■ Work task: Among these records, tally each line with the word "Left"; the answer is that number alone.

--- Dataset records Enclosed Below ---

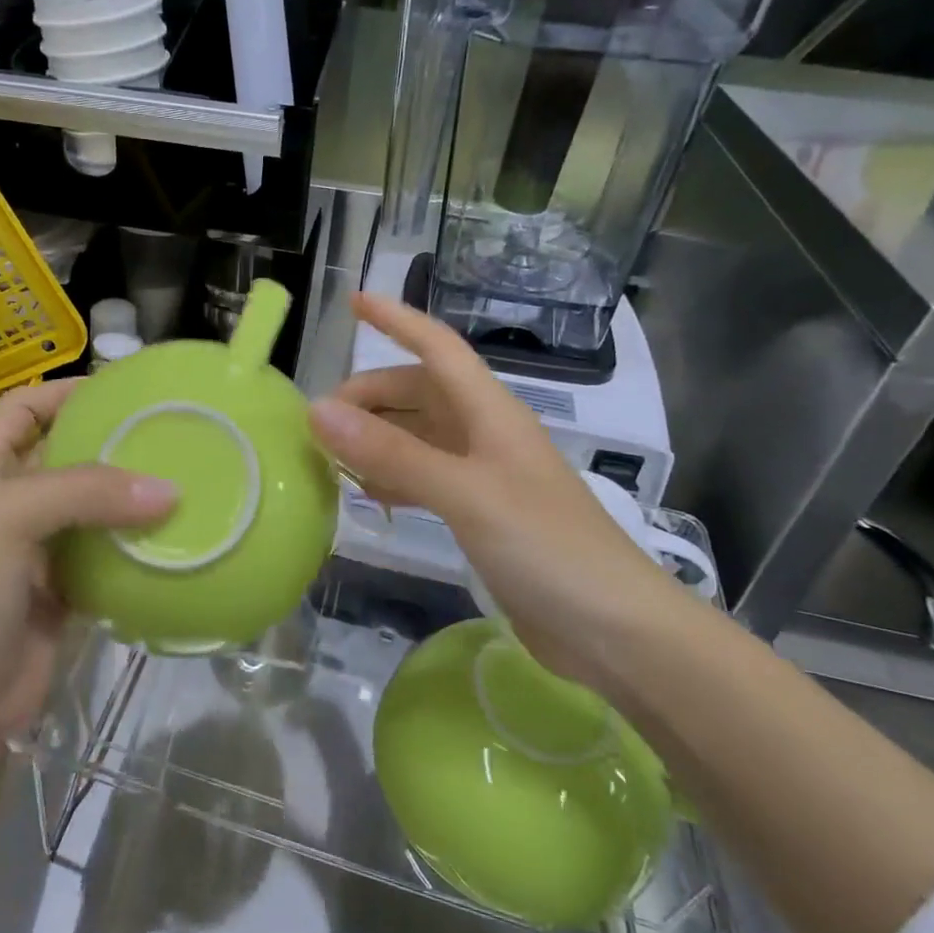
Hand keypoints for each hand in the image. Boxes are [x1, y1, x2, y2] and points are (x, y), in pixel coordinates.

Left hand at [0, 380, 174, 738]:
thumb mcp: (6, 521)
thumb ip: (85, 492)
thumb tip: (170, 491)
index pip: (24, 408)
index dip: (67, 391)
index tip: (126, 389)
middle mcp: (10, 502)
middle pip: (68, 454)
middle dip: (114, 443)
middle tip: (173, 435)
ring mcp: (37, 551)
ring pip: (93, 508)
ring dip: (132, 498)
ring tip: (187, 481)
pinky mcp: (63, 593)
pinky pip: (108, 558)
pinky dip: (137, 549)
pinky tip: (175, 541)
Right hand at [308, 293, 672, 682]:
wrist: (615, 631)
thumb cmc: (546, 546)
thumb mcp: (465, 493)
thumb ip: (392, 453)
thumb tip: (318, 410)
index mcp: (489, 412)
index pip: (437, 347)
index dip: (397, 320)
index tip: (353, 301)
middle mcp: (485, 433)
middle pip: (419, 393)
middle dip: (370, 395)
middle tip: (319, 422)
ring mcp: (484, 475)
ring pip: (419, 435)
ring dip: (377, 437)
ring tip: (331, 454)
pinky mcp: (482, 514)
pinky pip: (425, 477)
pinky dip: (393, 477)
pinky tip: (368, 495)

--- End of Enclosed Dataset records ---
--- Dataset records Enclosed Below ---

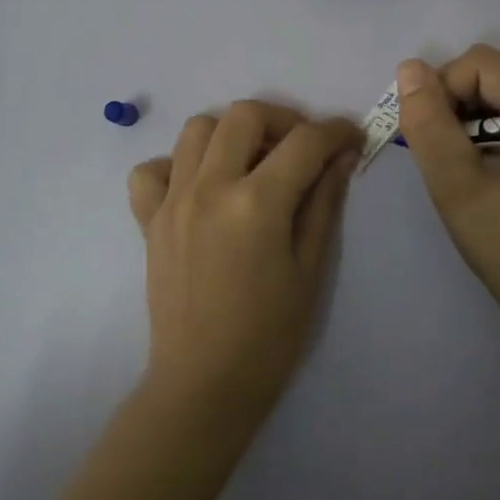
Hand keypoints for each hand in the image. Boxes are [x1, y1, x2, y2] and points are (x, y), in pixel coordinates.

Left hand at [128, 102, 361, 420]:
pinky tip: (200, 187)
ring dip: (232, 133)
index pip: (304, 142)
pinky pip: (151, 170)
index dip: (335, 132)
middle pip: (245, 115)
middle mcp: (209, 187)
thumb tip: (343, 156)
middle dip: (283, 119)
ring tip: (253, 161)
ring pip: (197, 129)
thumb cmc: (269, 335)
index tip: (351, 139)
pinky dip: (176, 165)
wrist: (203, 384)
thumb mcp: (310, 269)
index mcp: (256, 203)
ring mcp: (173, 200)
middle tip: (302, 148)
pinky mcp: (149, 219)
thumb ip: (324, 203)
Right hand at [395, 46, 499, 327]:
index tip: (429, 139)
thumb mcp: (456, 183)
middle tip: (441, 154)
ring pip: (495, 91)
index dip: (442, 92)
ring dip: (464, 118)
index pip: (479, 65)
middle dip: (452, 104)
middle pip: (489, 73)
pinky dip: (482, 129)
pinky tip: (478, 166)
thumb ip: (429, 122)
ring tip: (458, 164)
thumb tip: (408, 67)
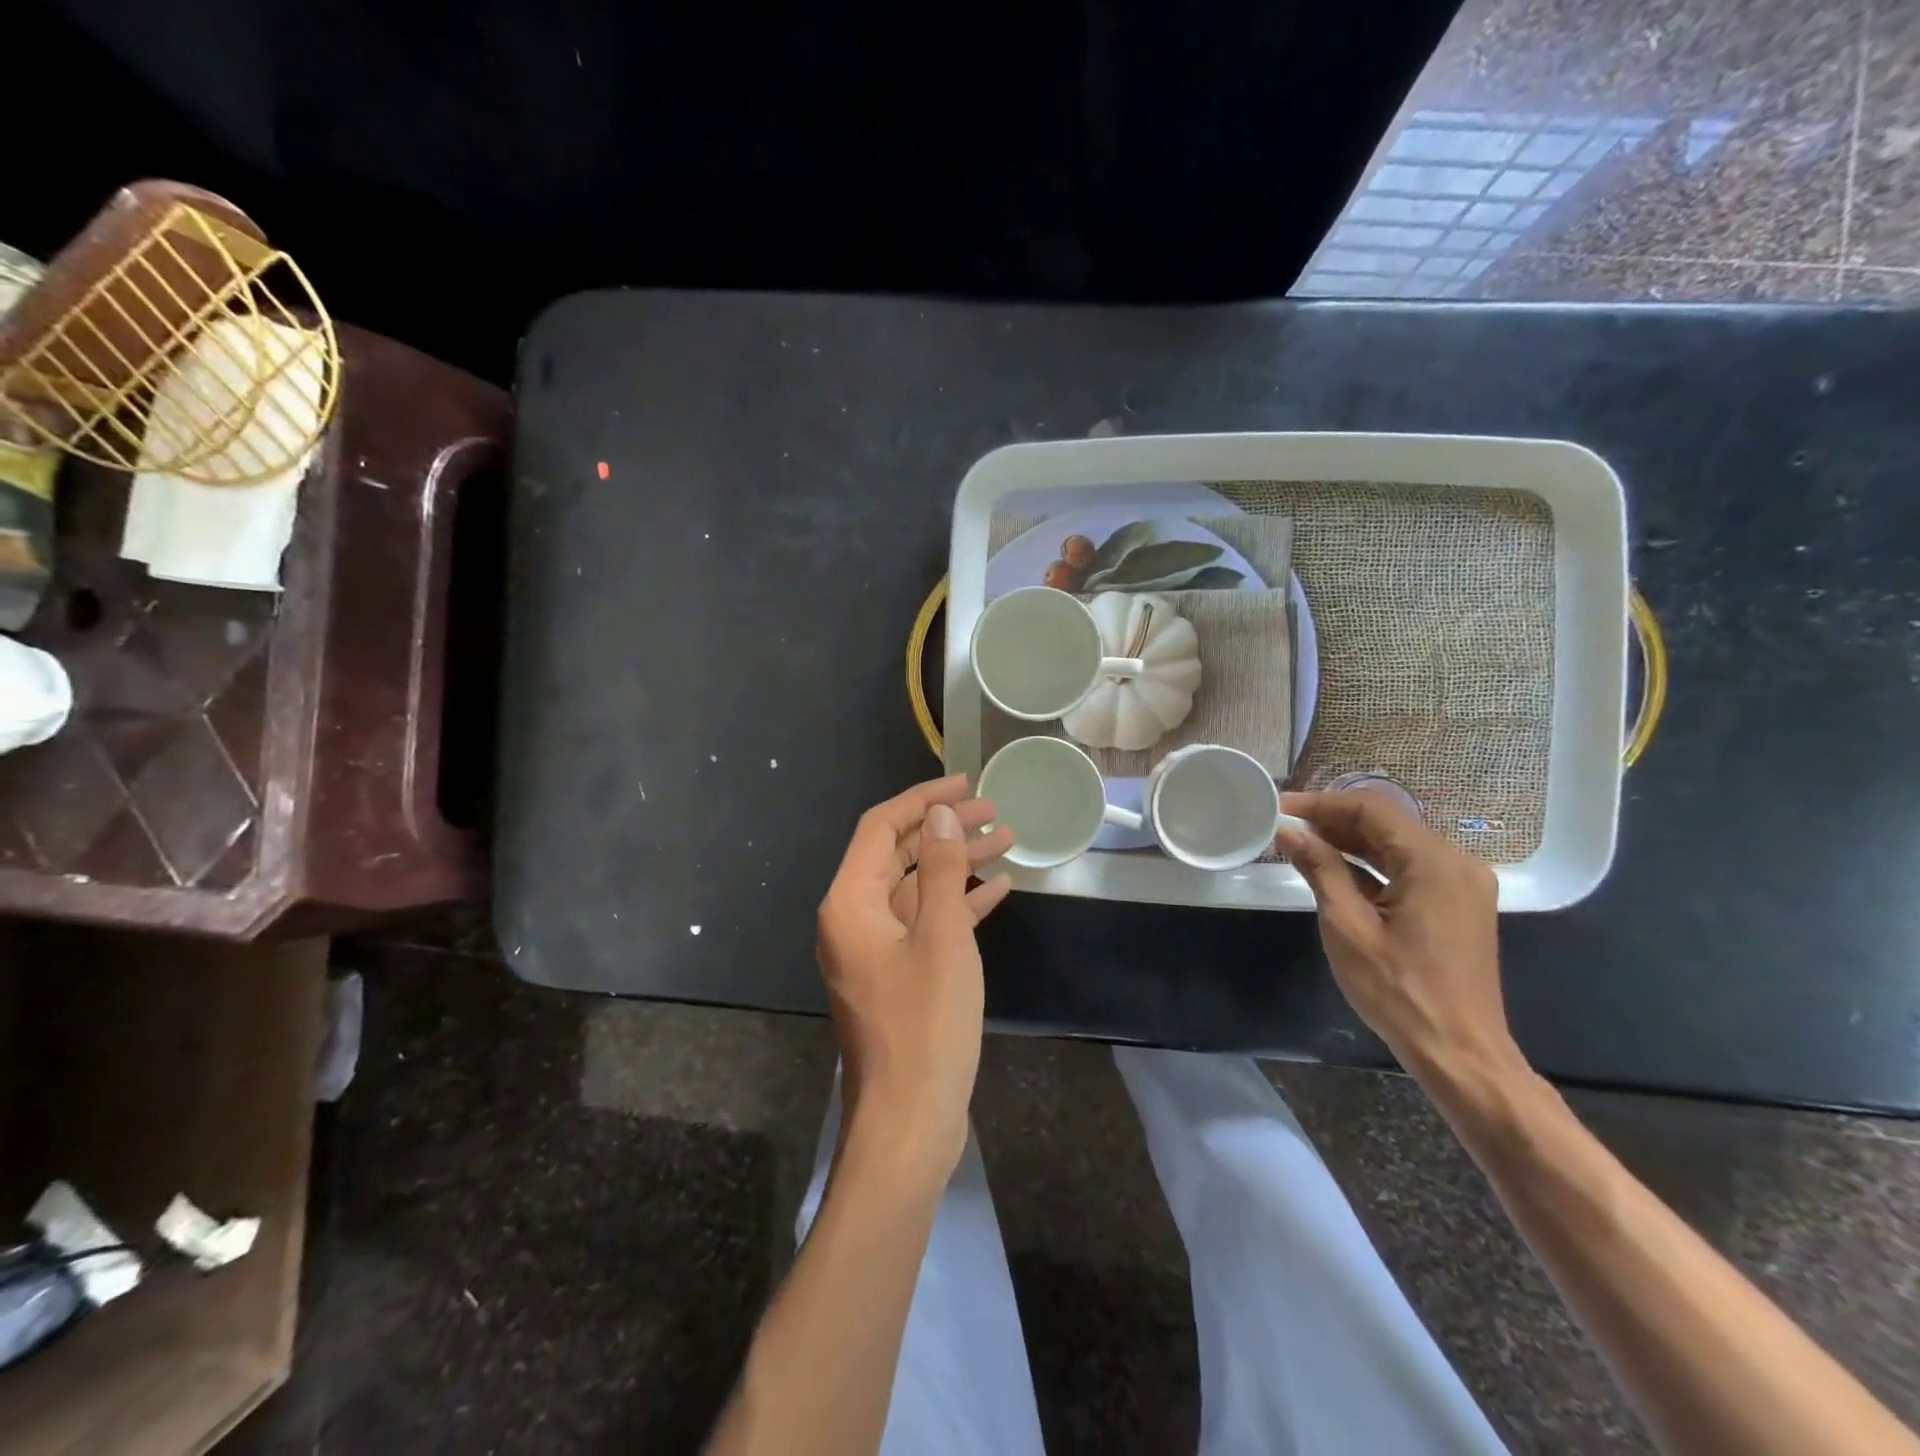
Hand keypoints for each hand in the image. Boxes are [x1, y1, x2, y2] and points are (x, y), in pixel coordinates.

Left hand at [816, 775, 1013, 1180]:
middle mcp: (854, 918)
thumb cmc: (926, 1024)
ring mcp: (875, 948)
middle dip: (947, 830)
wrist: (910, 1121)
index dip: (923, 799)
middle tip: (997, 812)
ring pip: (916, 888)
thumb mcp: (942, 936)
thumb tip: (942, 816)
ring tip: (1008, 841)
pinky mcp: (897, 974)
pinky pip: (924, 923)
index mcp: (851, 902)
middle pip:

--- End of Enclosed Dataset records ---

■ Response area: 3